Il taglio del docufilm procede come un poliziesco, con le testimonianze dei ragazzi che si scambiano messaggi su whatsapp per informarsi della tragica notizia ed escono di casa in pigiama, di notte, per andare sul luogo dell’incidente. Con i racconti dei genitori: l’ultima telefonata chiusa un attimo prima dell’impatto, l’insensato dolore del riconoscimento di un corpo sull’asfalto, la parola “bambine” che scappa di bocca parlando delle due adolescenti.
“Ci interessava raccontare - ha spiegato ad Agi Stefano Pistolini, regista e produttore - come si trova il modo di riconciliarsi con la propria vita avendo sempre due amiche e compagne che continueranno ad avere sedici anni per sempre”.
È anche un tema sociale, che coinvolge l’amministrazione romana e la gestione di strade dove troppo spesso si rischia immotivatamente la vita. “Non è un caso - continua Pistolini - che un anno dopo uno dei due amici che erano a cena con loro la sera dell’incidente è morto in un altro incidente in moto nello stesso punto. Si chiamava Leonardo. A chi ha in mano la gestione delle strade romane, l’unica cosa da dire è: pensate che tutti i giorni ci passano i vostri figli, su quelle strade”.

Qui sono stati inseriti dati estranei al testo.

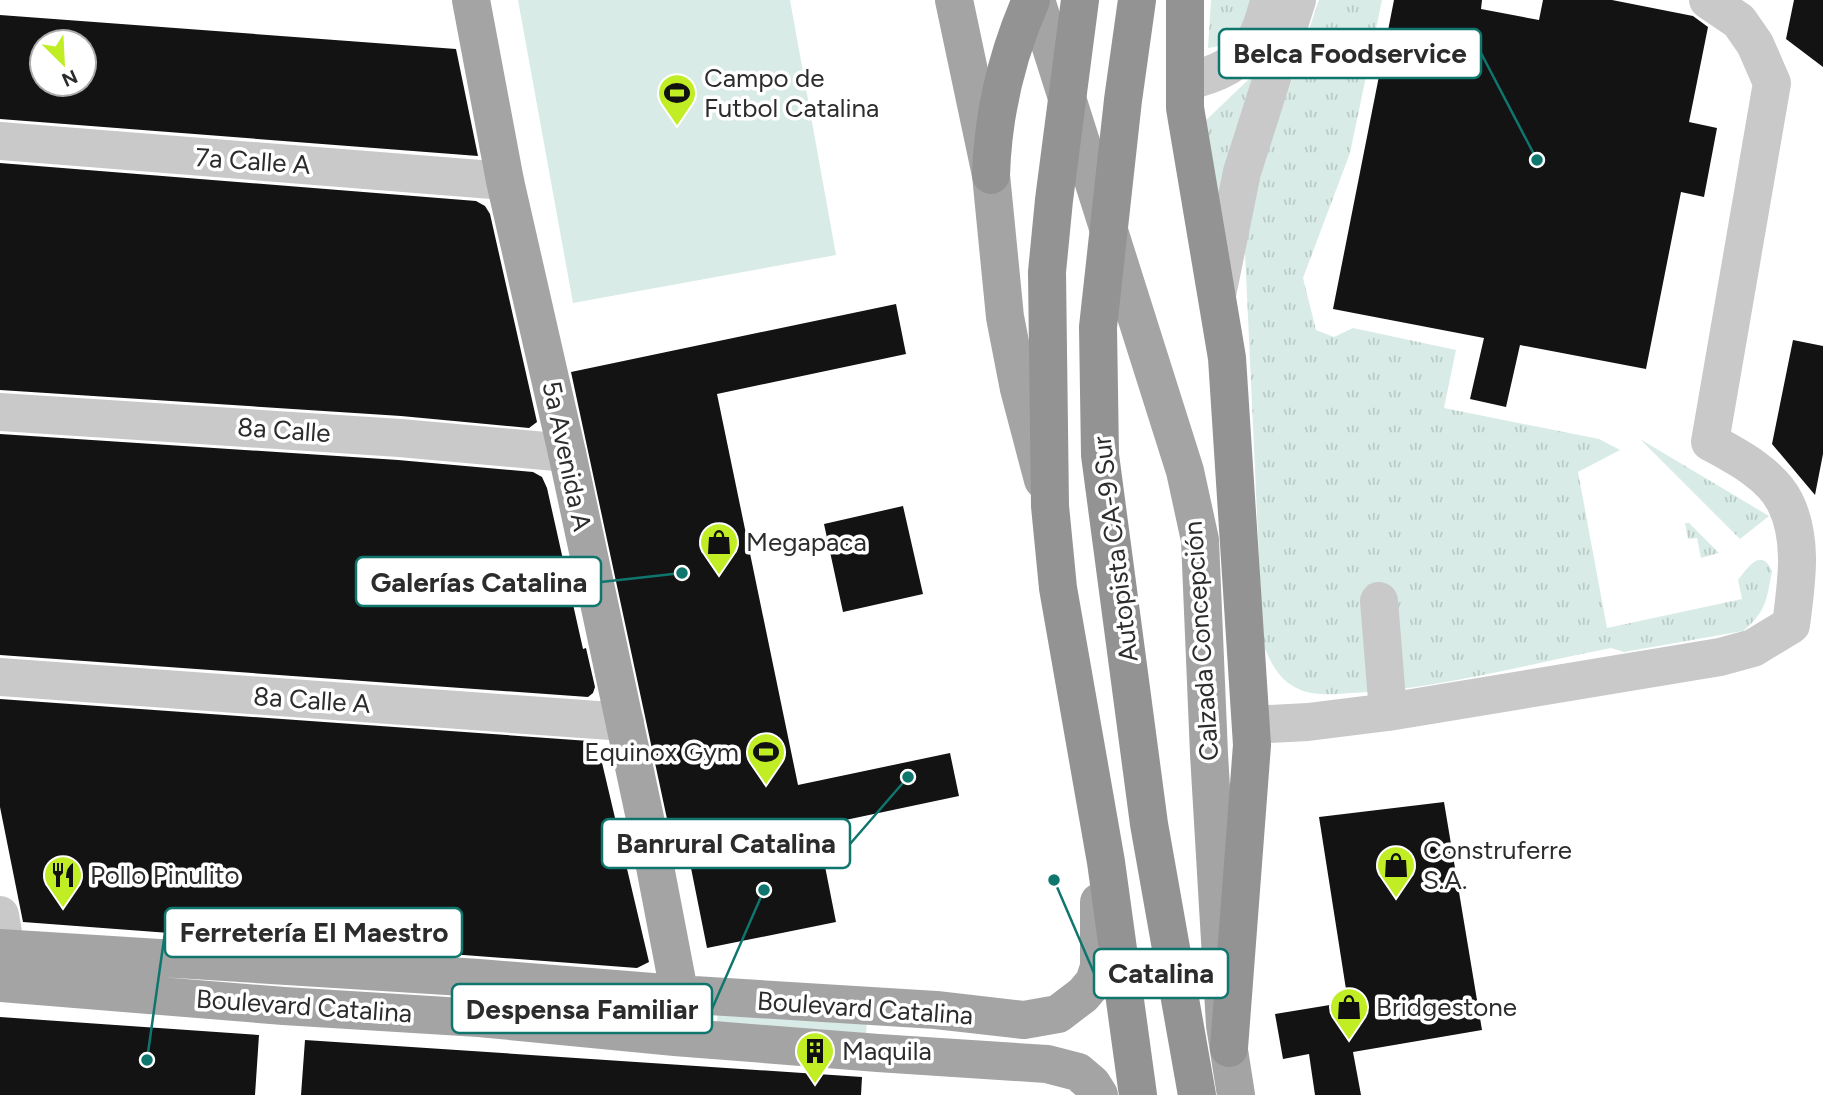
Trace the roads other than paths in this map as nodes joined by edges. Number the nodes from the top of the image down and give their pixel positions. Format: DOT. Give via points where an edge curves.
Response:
graph roads {
  1 [pos="471,0"];
  2 [pos="954,0"];
  3 [pos="1034,0"];
  4 [pos="1080,0"];
  5 [pos="1137,0"];
  6 [pos="1185,0"];
  7 [pos="1270,0"];
  8 [pos="1297,0"];
  9 [pos="1707,0"];
  10 [pos="1185,82"];
  11 [pos="0,141"];
  12 [pos="991,175"];
  13 [pos="505,181"];
  14 [pos="1217,295"];
  15 [pos="0,412"];
  16 [pos="568,453"];
  17 [pos="1050,506"];
  18 [pos="1379,601"];
  19 [pos="0,677"];
  20 [pos="1388,712"];
  21 [pos="625,722"];
  22 [pos="1251,725"];
  23 [pos="1106,862"];
  24 [pos="0,949"];
  25 [pos="479,978"];
  26 [pos="677,994"];
  27 [pos="950,1012"];
  28 [pos="479,1018"];
  29 [pos="675,1037"];
  30 [pos="1229,1048"];
  31 [pos="943,1057"];
  32 [pos="1100,1095"];
  33 [pos="1138,1095"];
  34 [pos="1197,1095"];
  35 [pos="1236,1095"];
  1 -- 13 [label="main road, 5a Avenida A"];
  2 -- 12 [label="main road"];
  3 -- 12 [label="highway" via="1019,27 1000,93 992,133"];
  3 -- 30 [label="main road, Calzada Concepción" via="1185,471 1199,540"];
  4 -- 17 [label="highway, Autopista CA-9 Sur" via="1047,272"];
  5 -- 34 [label="highway, Autopista CA-9 Sur" via="1098,327 1100,455 1149,824"];
  6 -- 10 [label="highway"];
  7 -- 10 [label="street" via="1259,34 1241,56 1226,69"];
  8 -- 14 [label="street" via="1242,172"];
  9 -- 20 [label="street" via="1739,21 1772,83 1710,442 1754,469 1785,500 1798,564 1791,625 1753,648 1720,657"];
  10 -- 14 [label="highway" via="1185,108"];
  11 -- 13 [label="street, 7a Calle A"];
  12 -- 17 [label="main road" via="1007,329"];
  13 -- 16 [label="main road, 5a Avenida A"];
  14 -- 22 [label="highway" via="1227,358"];
  15 -- 16 [label="street, 8a Calle"];
  16 -- 21 [label="main road, 5a Avenida A"];
  17 -- 23 [label="highway, Autopista CA-9 Sur" via="1058,587"];
  18 -- 20 [label="street"];
  19 -- 21 [label="street, 8a Calle A"];
  20 -- 22 [label="street"];
  21 -- 26 [label="main road, 5a Avenida A"];
  22 -- 30 [label="highway"];
  23 -- 27 [label="main road, Boulevard Catalina" via="1098,907 1100,967 1083,995 1058,1014 1024,1020"];
  23 -- 33 [label="highway, Autopista CA-9 Sur"];
  24 -- 25 [label="main road, Boulevard Catalina"];
  24 -- 28 [label="main road, Boulevard Catalina" via="284,1006"];
  25 -- 26 [label="main road, Boulevard Catalina"];
  25 -- 28 [label="main road"];
  26 -- 27 [label="main road, Boulevard Catalina"];
  26 -- 29 [label="main road, 5a Avenida A"];
  27 -- 31 [label="street"];
  28 -- 29 [label="main road, Boulevard Catalina"];
  29 -- 31 [label="main road, Boulevard Catalina"];
  30 -- 35 [label="main road, Calzada Concepción"];
  31 -- 32 [label="main road, Boulevard Catalina" via="1059,1065 1084,1076"];
}
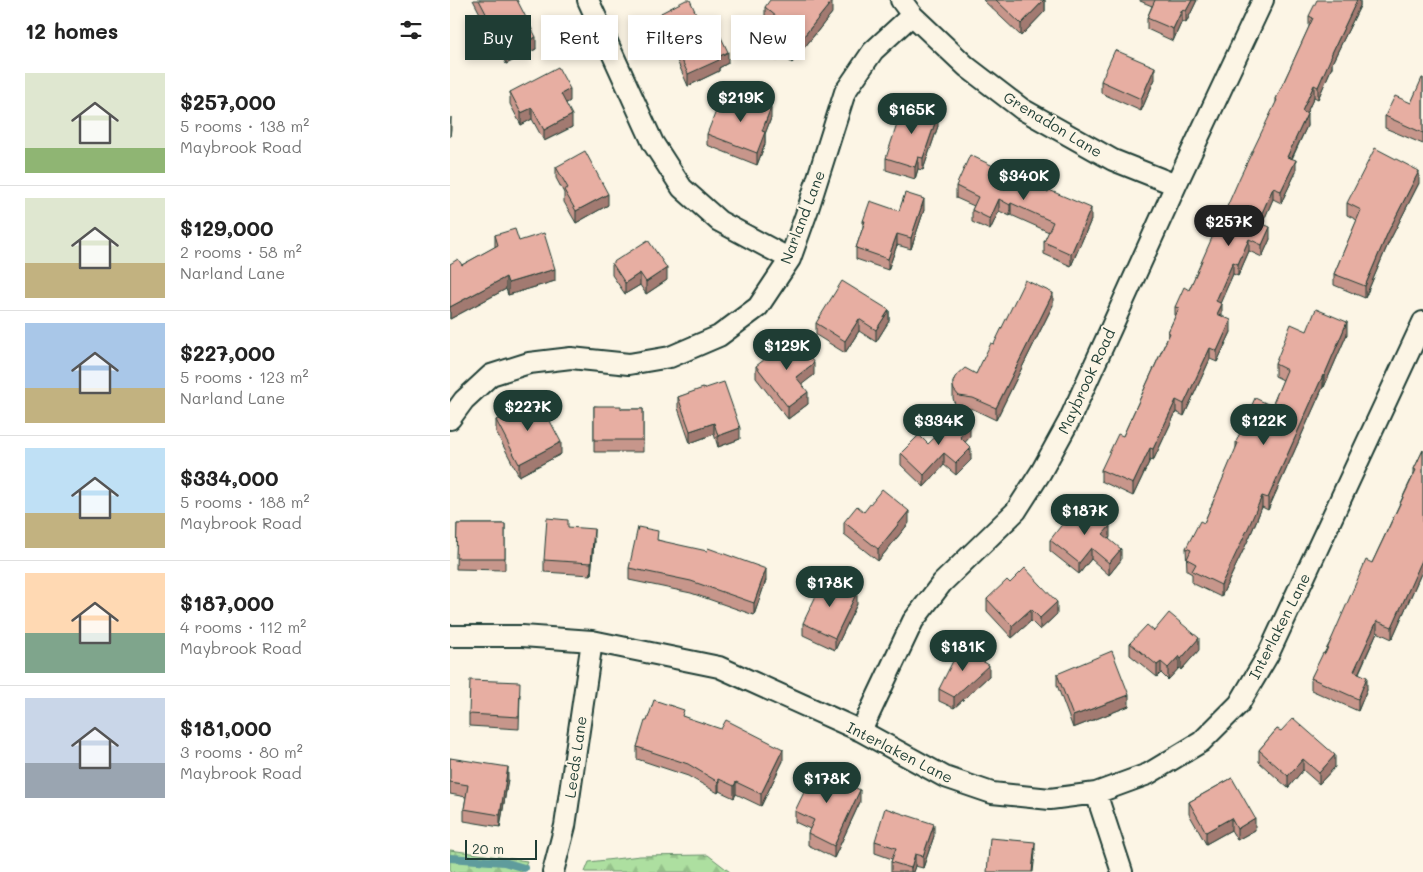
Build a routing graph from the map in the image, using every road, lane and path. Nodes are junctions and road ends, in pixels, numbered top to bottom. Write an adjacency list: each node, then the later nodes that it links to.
1 (588, 0): 5 (street)
2 (1263, 0): 4 (street, Maybrook Road)
3 (907, 8): 4 (street, Grenadon Lane); 5 (street, Narland Lane)
4 (1176, 185): 10 (street, Maybrook Road)
5 (790, 259): 7 (street, Narland Lane)
6 (1423, 322): 11 (street, Interlaken Lane)
7 (450, 419)
8 (450, 636): 9 (street, Interlaken Lane)
9 (592, 641): 10 (street, Interlaken Lane); 12 (street, Leeds Lane)
10 (861, 730): 11 (street, Interlaken Lane)
11 (1096, 793): 13 (street)
12 (553, 872)
13 (1122, 872)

“Il racconto - spiega ad AGI Simone D’Amelio Bonelli, direttore generale di Crime Investigation - si struttura in due parti: la prima ricostruisce l’ultima giornata di Gaia e Camilla nella seconda affrontiamo il processo. Non c’è un mistero da risolvere in questa storia, ma c’è l’intento di sviluppare un tema di interesse sociale”.
“Divulgate”, è la preghiera dei genitori delle due ragazze ai coetanei delle loro figlie.